Prompt –
Give all of the data below again exactly, and drop the images.
(Beginning of Given records)
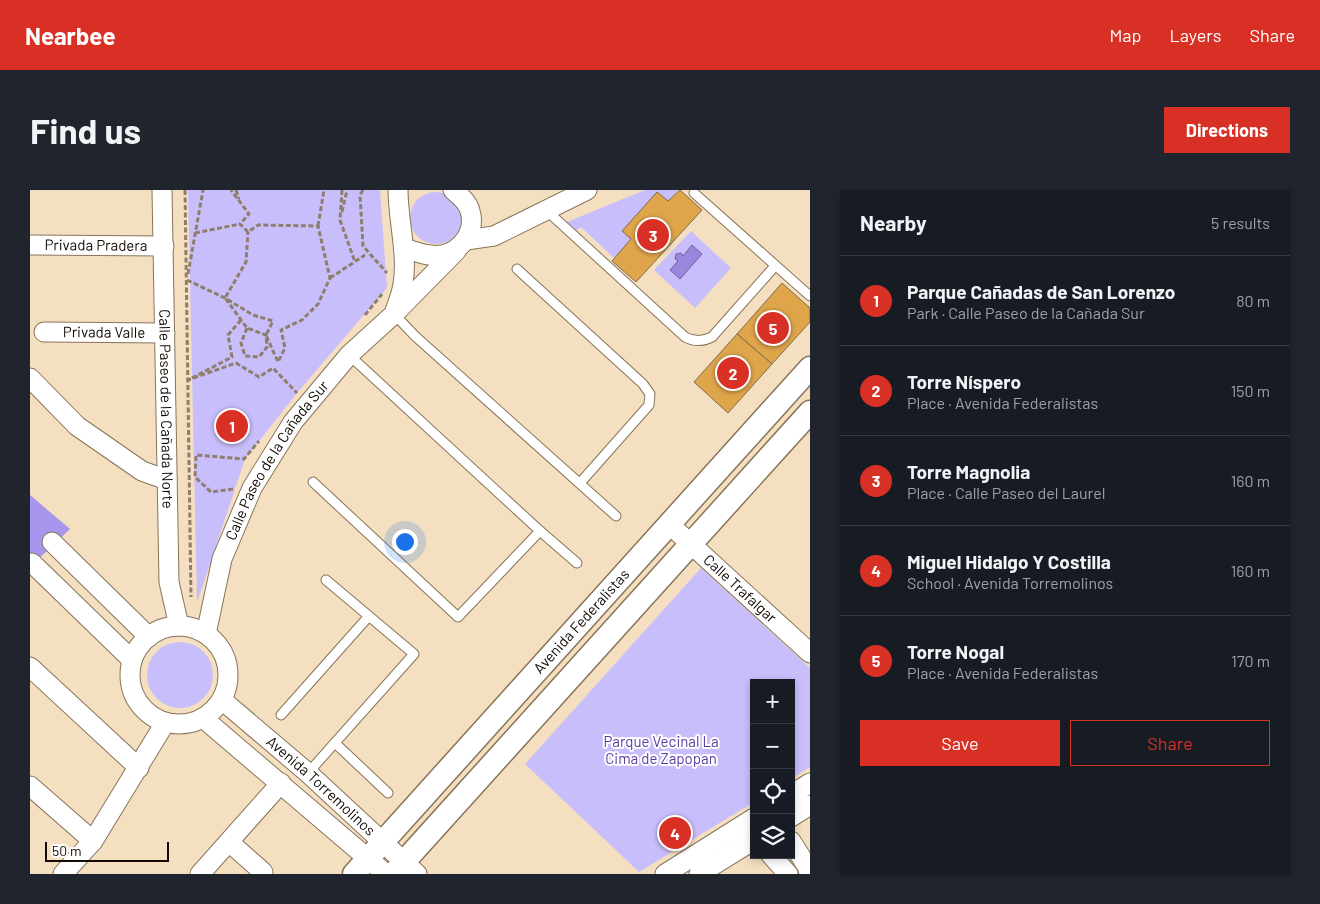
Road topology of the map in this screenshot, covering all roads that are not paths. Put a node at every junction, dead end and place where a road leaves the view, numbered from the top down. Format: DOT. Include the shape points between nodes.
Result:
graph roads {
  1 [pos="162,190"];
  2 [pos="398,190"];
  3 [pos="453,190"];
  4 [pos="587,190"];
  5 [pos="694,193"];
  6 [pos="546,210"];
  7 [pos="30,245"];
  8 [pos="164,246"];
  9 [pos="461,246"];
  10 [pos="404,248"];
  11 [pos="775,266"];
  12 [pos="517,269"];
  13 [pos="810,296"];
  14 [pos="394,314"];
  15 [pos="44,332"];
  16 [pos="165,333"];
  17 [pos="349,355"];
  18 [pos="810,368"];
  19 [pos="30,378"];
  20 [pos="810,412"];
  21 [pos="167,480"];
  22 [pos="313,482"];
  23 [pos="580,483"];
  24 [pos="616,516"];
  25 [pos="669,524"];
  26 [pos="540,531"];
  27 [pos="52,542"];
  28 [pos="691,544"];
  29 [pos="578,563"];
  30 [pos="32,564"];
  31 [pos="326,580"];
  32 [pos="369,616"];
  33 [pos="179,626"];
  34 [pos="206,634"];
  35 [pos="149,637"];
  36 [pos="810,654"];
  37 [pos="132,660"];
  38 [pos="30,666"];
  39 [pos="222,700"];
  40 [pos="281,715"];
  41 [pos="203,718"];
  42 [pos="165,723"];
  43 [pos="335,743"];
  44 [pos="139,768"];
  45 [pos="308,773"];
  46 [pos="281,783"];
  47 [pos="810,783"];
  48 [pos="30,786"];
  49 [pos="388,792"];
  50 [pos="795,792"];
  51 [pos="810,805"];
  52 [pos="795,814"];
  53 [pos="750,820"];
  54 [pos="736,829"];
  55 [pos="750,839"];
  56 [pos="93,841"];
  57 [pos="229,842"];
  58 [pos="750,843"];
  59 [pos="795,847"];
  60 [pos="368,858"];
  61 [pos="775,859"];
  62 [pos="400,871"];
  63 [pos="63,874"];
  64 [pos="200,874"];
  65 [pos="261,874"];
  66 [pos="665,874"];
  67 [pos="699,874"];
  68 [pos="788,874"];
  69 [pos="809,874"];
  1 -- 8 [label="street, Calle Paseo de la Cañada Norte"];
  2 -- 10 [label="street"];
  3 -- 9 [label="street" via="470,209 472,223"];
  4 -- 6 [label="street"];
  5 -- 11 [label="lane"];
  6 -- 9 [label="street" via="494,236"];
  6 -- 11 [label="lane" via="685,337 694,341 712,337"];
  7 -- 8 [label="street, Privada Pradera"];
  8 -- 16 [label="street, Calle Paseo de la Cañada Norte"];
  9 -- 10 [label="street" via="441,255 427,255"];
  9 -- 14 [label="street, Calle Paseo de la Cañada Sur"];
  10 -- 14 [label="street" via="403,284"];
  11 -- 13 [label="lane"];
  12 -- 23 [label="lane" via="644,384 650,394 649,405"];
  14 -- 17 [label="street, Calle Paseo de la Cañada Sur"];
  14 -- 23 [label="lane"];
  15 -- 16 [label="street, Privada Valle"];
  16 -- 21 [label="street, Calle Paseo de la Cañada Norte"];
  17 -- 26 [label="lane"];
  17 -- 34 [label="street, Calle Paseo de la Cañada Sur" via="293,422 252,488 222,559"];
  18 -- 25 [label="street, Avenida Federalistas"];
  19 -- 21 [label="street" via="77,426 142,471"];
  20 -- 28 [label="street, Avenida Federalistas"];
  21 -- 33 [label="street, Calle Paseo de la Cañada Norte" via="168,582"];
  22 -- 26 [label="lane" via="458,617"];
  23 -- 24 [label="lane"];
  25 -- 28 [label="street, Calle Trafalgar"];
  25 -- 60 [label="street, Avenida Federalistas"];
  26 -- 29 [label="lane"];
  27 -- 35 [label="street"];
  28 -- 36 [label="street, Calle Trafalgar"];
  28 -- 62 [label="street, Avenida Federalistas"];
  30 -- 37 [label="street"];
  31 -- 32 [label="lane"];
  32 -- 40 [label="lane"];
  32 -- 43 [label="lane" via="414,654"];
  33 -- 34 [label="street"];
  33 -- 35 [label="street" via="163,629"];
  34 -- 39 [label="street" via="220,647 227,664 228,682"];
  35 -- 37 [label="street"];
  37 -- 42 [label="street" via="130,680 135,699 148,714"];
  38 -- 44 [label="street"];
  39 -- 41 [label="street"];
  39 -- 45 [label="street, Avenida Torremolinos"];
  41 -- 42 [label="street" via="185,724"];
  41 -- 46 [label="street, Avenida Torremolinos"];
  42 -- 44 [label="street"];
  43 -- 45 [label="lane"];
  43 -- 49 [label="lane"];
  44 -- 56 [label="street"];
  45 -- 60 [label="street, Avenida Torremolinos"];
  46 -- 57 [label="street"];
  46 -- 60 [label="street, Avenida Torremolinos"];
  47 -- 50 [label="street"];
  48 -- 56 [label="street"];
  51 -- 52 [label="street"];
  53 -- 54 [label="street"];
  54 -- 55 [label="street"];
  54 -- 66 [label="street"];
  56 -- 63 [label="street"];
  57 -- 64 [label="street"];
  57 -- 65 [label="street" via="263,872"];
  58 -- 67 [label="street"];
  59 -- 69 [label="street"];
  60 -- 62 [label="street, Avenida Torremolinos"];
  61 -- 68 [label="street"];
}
(End of Given records)
Solution –
Road topology of the map in this screenshot, covering all roads that are not paths. Put a node at every junction, dead end and place where a road leaves the view, numbered from the top down. Format: DOT. Include the shape points between nodes.
Result:
graph roads {
  1 [pos="162,190"];
  2 [pos="398,190"];
  3 [pos="453,190"];
  4 [pos="587,190"];
  5 [pos="694,193"];
  6 [pos="546,210"];
  7 [pos="30,245"];
  8 [pos="164,246"];
  9 [pos="461,246"];
  10 [pos="404,248"];
  11 [pos="775,266"];
  12 [pos="517,269"];
  13 [pos="810,296"];
  14 [pos="394,314"];
  15 [pos="44,332"];
  16 [pos="165,333"];
  17 [pos="349,355"];
  18 [pos="810,368"];
  19 [pos="30,378"];
  20 [pos="810,412"];
  21 [pos="167,480"];
  22 [pos="313,482"];
  23 [pos="580,483"];
  24 [pos="616,516"];
  25 [pos="669,524"];
  26 [pos="540,531"];
  27 [pos="52,542"];
  28 [pos="691,544"];
  29 [pos="578,563"];
  30 [pos="32,564"];
  31 [pos="326,580"];
  32 [pos="369,616"];
  33 [pos="179,626"];
  34 [pos="206,634"];
  35 [pos="149,637"];
  36 [pos="810,654"];
  37 [pos="132,660"];
  38 [pos="30,666"];
  39 [pos="222,700"];
  40 [pos="281,715"];
  41 [pos="203,718"];
  42 [pos="165,723"];
  43 [pos="335,743"];
  44 [pos="139,768"];
  45 [pos="308,773"];
  46 [pos="281,783"];
  47 [pos="810,783"];
  48 [pos="30,786"];
  49 [pos="388,792"];
  50 [pos="795,792"];
  51 [pos="810,805"];
  52 [pos="795,814"];
  53 [pos="750,820"];
  54 [pos="736,829"];
  55 [pos="750,839"];
  56 [pos="93,841"];
  57 [pos="229,842"];
  58 [pos="750,843"];
  59 [pos="795,847"];
  60 [pos="368,858"];
  61 [pos="775,859"];
  62 [pos="400,871"];
  63 [pos="63,874"];
  64 [pos="200,874"];
  65 [pos="261,874"];
  66 [pos="665,874"];
  67 [pos="699,874"];
  68 [pos="788,874"];
  69 [pos="809,874"];
  1 -- 8 [label="street, Calle Paseo de la Cañada Norte"];
  2 -- 10 [label="street"];
  3 -- 9 [label="street" via="470,209 472,223"];
  4 -- 6 [label="street"];
  5 -- 11 [label="lane"];
  6 -- 9 [label="street" via="494,236"];
  6 -- 11 [label="lane" via="685,337 694,341 712,337"];
  7 -- 8 [label="street, Privada Pradera"];
  8 -- 16 [label="street, Calle Paseo de la Cañada Norte"];
  9 -- 10 [label="street" via="441,255 427,255"];
  9 -- 14 [label="street, Calle Paseo de la Cañada Sur"];
  10 -- 14 [label="street" via="403,284"];
  11 -- 13 [label="lane"];
  12 -- 23 [label="lane" via="644,384 650,394 649,405"];
  14 -- 17 [label="street, Calle Paseo de la Cañada Sur"];
  14 -- 23 [label="lane"];
  15 -- 16 [label="street, Privada Valle"];
  16 -- 21 [label="street, Calle Paseo de la Cañada Norte"];
  17 -- 26 [label="lane"];
  17 -- 34 [label="street, Calle Paseo de la Cañada Sur" via="293,422 252,488 222,559"];
  18 -- 25 [label="street, Avenida Federalistas"];
  19 -- 21 [label="street" via="77,426 142,471"];
  20 -- 28 [label="street, Avenida Federalistas"];
  21 -- 33 [label="street, Calle Paseo de la Cañada Norte" via="168,582"];
  22 -- 26 [label="lane" via="458,617"];
  23 -- 24 [label="lane"];
  25 -- 28 [label="street, Calle Trafalgar"];
  25 -- 60 [label="street, Avenida Federalistas"];
  26 -- 29 [label="lane"];
  27 -- 35 [label="street"];
  28 -- 36 [label="street, Calle Trafalgar"];
  28 -- 62 [label="street, Avenida Federalistas"];
  30 -- 37 [label="street"];
  31 -- 32 [label="lane"];
  32 -- 40 [label="lane"];
  32 -- 43 [label="lane" via="414,654"];
  33 -- 34 [label="street"];
  33 -- 35 [label="street" via="163,629"];
  34 -- 39 [label="street" via="220,647 227,664 228,682"];
  35 -- 37 [label="street"];
  37 -- 42 [label="street" via="130,680 135,699 148,714"];
  38 -- 44 [label="street"];
  39 -- 41 [label="street"];
  39 -- 45 [label="street, Avenida Torremolinos"];
  41 -- 42 [label="street" via="185,724"];
  41 -- 46 [label="street, Avenida Torremolinos"];
  42 -- 44 [label="street"];
  43 -- 45 [label="lane"];
  43 -- 49 [label="lane"];
  44 -- 56 [label="street"];
  45 -- 60 [label="street, Avenida Torremolinos"];
  46 -- 57 [label="street"];
  46 -- 60 [label="street, Avenida Torremolinos"];
  47 -- 50 [label="street"];
  48 -- 56 [label="street"];
  51 -- 52 [label="street"];
  53 -- 54 [label="street"];
  54 -- 55 [label="street"];
  54 -- 66 [label="street"];
  56 -- 63 [label="street"];
  57 -- 64 [label="street"];
  57 -- 65 [label="street" via="263,872"];
  58 -- 67 [label="street"];
  59 -- 69 [label="street"];
  60 -- 62 [label="street, Avenida Torremolinos"];
  61 -- 68 [label="street"];
}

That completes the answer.